- Location of Gallant in Etowah County, Alabama.
- Coordinates: 33°59′58″N 86°14′43″W﻿ / ﻿33.99944°N 86.24528°W
- Country: United States
- State: Alabama
- County: Etowah

Area
- • Total: 14.43 sq mi (37.38 km^{2})
- • Land: 14.38 sq mi (37.25 km^{2})
- • Water: 0.050 sq mi (0.13 km^{2})
- Elevation: 774 ft (236 m)

Population (2020)
- • Total: 869
- • Density: 60.4/sq mi (23.33/km^{2})
- Time zone: UTC-6 (Central (CST))
- • Summer (DST): UTC-5 (CDT)
- ZIP codes: 35972
- FIPS code: 01-28816
- GNIS feature ID: 2582676

= Gallant, Alabama =

Gallant, also known as Clear Springs or Greasy Cove, is a census-designated place and unincorporated community in Etowah, and St. Clair counties, Alabama, United States. It lies west of the city of Gadsden, the county seat of Etowah County.

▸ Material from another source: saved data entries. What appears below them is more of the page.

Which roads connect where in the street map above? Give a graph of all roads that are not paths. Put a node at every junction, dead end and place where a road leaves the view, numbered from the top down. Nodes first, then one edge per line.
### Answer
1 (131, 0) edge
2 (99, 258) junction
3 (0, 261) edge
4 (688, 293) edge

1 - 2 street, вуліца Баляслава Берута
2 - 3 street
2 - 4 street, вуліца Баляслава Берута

As of the 2020 census, Gallant had a population of 869. It has a post office with the ZIP code 35972.

Gallant was the name of a pioneer settler who came from Tennessee.
==Recreation==
Camp Sumatanga is a 1700-acre facility surrounded by the woods, mountains, lakes and streams. The many recreational activities available include fishing, swimming, archery, hiking, and camping. Summer camp is available for children. There are three chapels that are available for reservation for weddings and other ceremonies.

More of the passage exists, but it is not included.